• **INSTRUCTIONS FOR THE TASK**
Find every line of the records that has "Bosscherweg" and return it.
RAW DATA Block Start
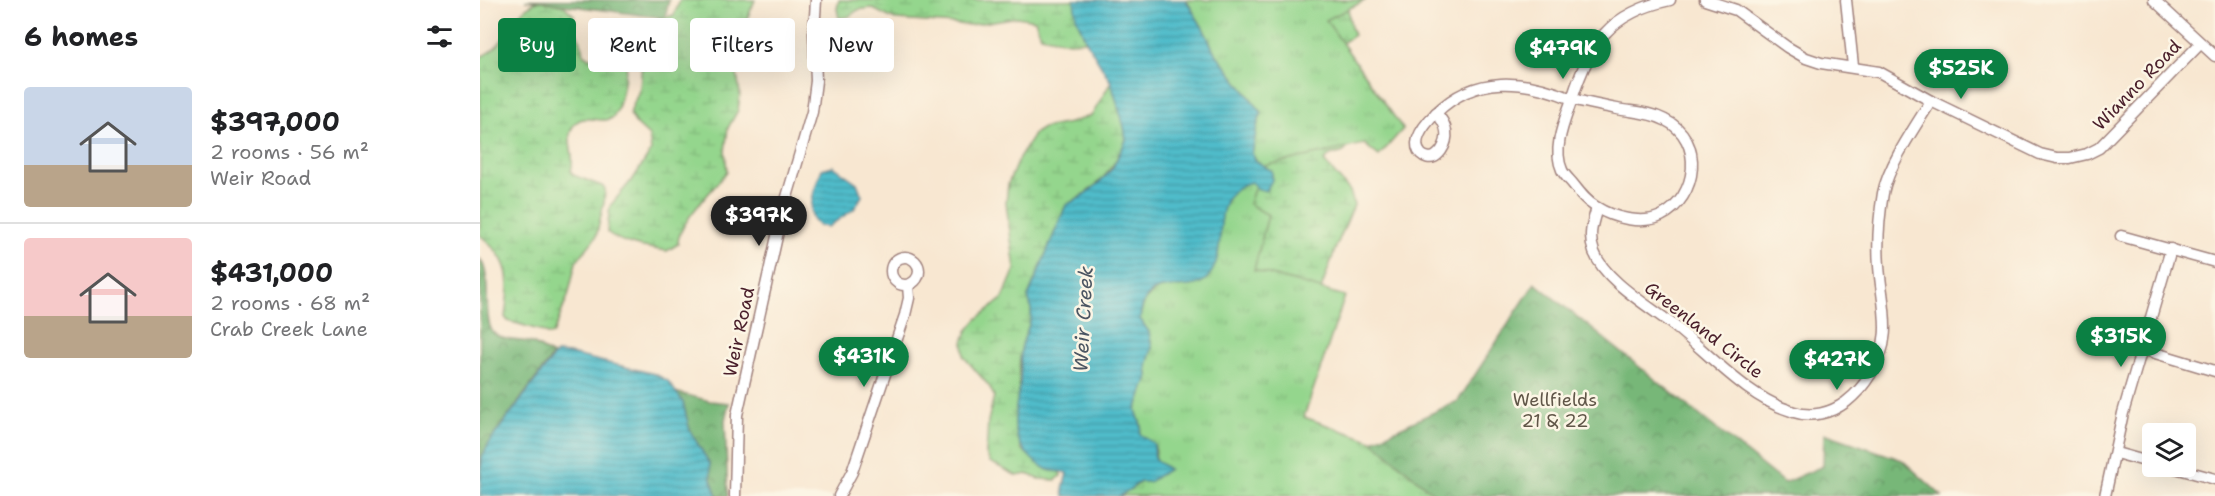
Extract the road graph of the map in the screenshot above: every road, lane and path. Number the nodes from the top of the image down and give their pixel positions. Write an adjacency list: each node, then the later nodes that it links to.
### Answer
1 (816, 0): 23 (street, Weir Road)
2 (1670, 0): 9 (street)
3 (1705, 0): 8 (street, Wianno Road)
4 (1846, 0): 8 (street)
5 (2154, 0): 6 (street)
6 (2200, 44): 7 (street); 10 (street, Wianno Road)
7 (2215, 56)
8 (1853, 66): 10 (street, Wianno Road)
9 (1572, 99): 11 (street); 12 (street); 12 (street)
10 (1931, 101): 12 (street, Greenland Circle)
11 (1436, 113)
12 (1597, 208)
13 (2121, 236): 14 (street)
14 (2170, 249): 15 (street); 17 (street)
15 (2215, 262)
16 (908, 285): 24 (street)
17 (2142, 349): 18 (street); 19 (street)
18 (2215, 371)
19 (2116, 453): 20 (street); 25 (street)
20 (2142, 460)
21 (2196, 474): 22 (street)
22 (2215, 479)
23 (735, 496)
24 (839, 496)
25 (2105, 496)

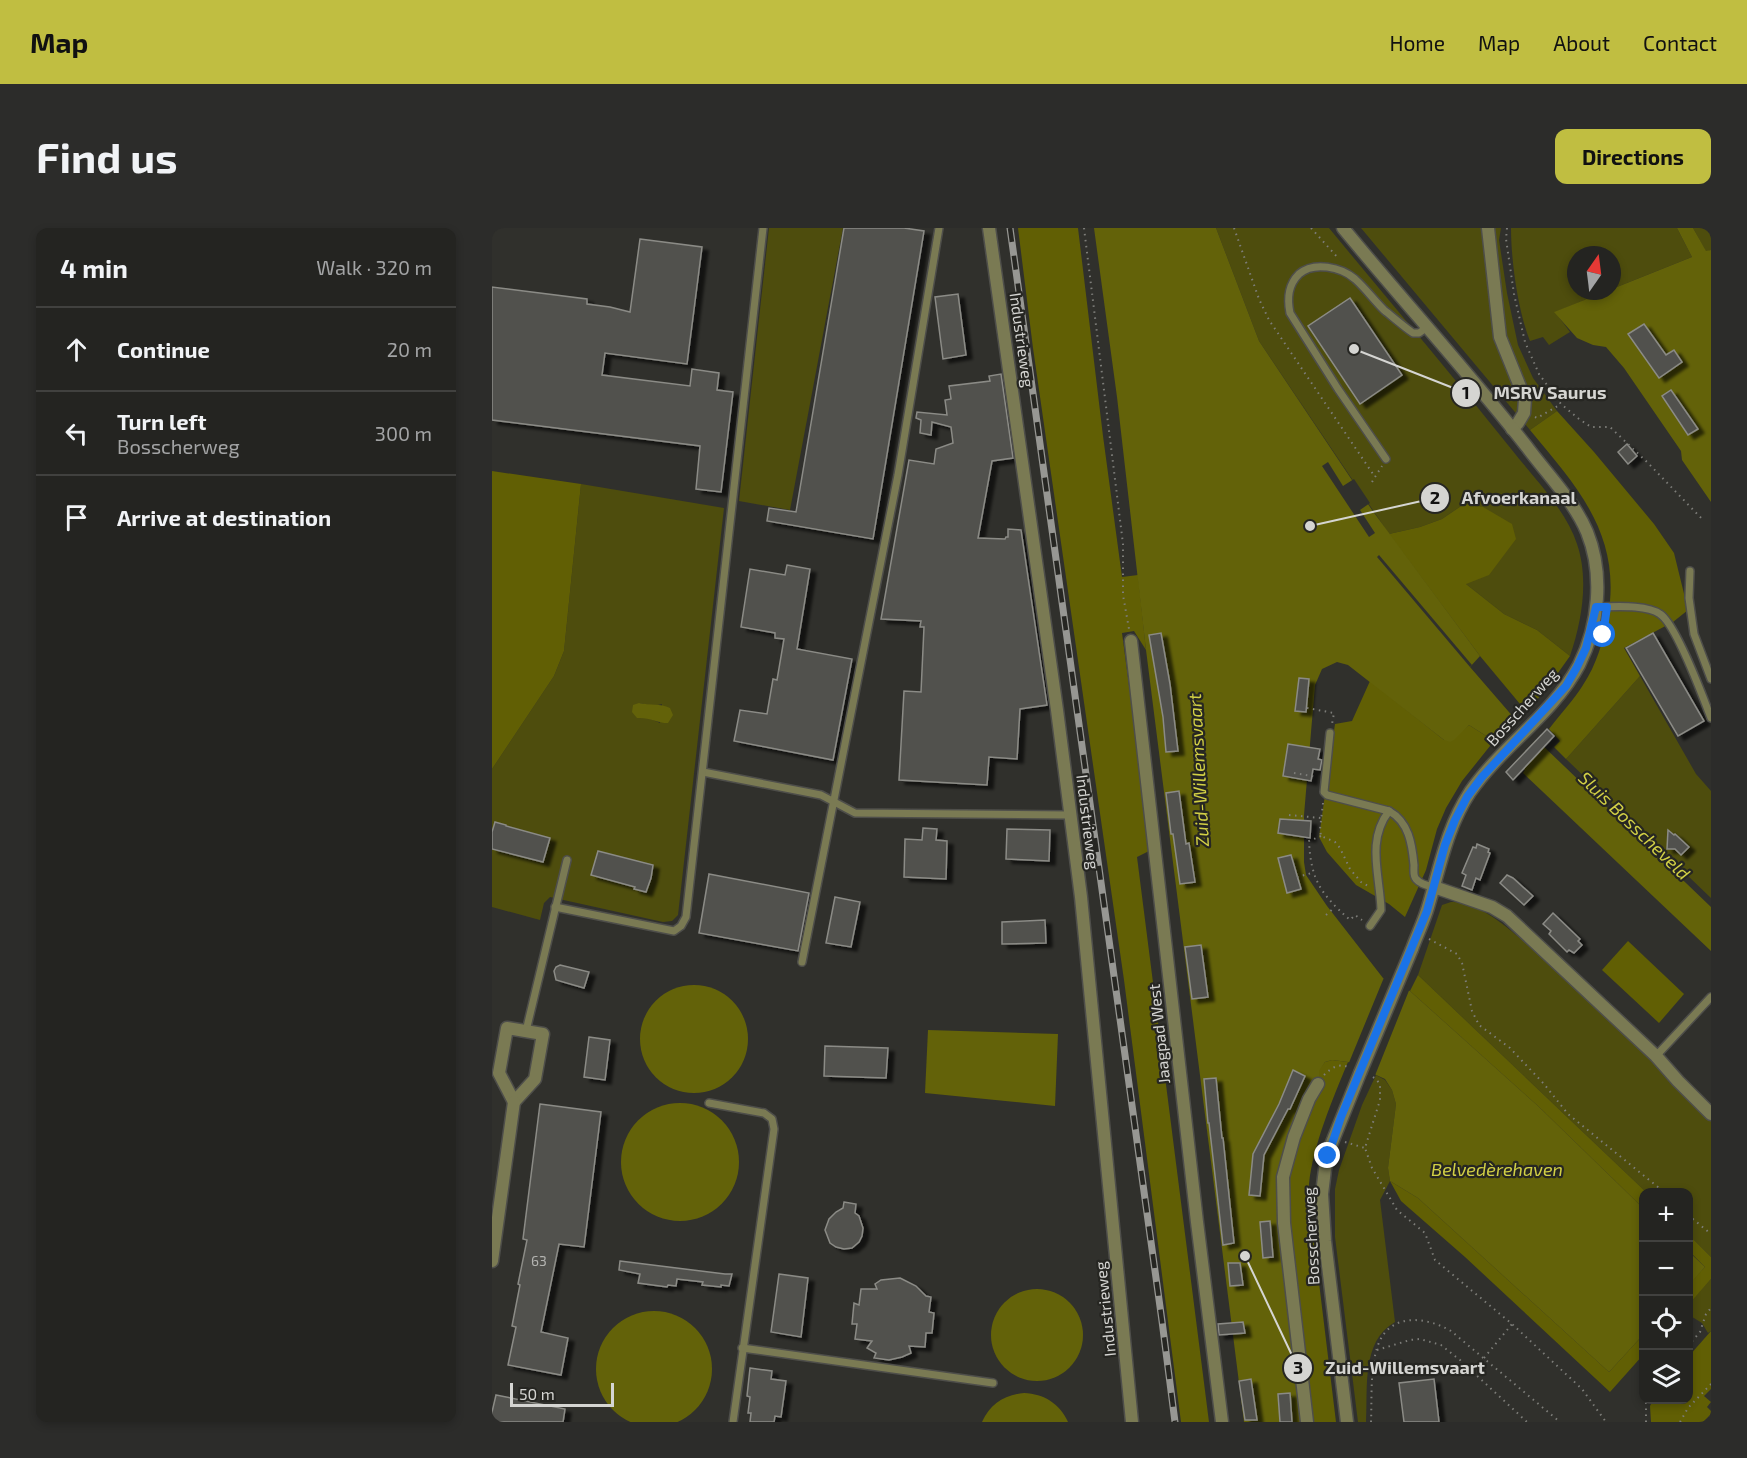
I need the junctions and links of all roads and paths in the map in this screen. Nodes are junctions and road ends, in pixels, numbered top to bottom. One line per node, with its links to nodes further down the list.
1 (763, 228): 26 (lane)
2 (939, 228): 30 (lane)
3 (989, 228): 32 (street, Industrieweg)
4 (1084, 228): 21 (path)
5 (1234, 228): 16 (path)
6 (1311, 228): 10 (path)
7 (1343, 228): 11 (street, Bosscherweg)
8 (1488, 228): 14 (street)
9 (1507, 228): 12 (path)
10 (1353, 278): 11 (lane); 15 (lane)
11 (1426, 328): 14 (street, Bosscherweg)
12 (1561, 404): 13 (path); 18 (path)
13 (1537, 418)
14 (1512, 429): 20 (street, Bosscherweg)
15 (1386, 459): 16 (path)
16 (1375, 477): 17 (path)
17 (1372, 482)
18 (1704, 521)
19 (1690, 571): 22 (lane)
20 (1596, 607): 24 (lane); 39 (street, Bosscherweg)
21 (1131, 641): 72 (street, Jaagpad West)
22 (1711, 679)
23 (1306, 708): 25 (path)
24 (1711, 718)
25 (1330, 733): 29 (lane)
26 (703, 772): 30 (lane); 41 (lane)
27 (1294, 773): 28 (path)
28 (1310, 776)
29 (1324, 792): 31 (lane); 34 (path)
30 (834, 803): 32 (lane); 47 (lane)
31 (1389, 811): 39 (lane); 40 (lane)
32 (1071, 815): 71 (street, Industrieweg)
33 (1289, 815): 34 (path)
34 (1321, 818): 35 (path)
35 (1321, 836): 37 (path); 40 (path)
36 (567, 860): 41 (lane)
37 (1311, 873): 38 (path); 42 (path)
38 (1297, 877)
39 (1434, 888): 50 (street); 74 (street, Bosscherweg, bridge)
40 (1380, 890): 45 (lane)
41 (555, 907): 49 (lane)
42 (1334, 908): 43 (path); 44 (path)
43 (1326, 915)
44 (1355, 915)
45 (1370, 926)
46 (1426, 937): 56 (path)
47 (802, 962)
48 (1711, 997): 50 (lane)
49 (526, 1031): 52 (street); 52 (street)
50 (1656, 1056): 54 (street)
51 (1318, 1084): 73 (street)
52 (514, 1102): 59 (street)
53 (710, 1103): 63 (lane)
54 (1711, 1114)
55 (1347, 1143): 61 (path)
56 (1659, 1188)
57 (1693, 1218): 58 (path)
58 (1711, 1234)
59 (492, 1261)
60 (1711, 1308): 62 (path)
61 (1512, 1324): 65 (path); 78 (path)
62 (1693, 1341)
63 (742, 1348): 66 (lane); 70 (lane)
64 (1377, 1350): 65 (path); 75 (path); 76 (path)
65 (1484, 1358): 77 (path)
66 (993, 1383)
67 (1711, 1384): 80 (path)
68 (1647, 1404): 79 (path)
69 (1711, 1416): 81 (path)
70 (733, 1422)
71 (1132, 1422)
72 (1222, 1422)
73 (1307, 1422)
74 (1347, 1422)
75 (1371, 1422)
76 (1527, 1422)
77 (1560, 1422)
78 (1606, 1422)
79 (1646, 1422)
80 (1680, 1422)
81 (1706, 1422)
RAW DATA Block End
• **RESPONSE AREA**
7 (1343, 228): 11 (street, Bosscherweg)
11 (1426, 328): 14 (street, Bosscherweg)
14 (1512, 429): 20 (street, Bosscherweg)
20 (1596, 607): 24 (lane); 39 (street, Bosscherweg)
39 (1434, 888): 50 (street); 74 (street, Bosscherweg, bridge)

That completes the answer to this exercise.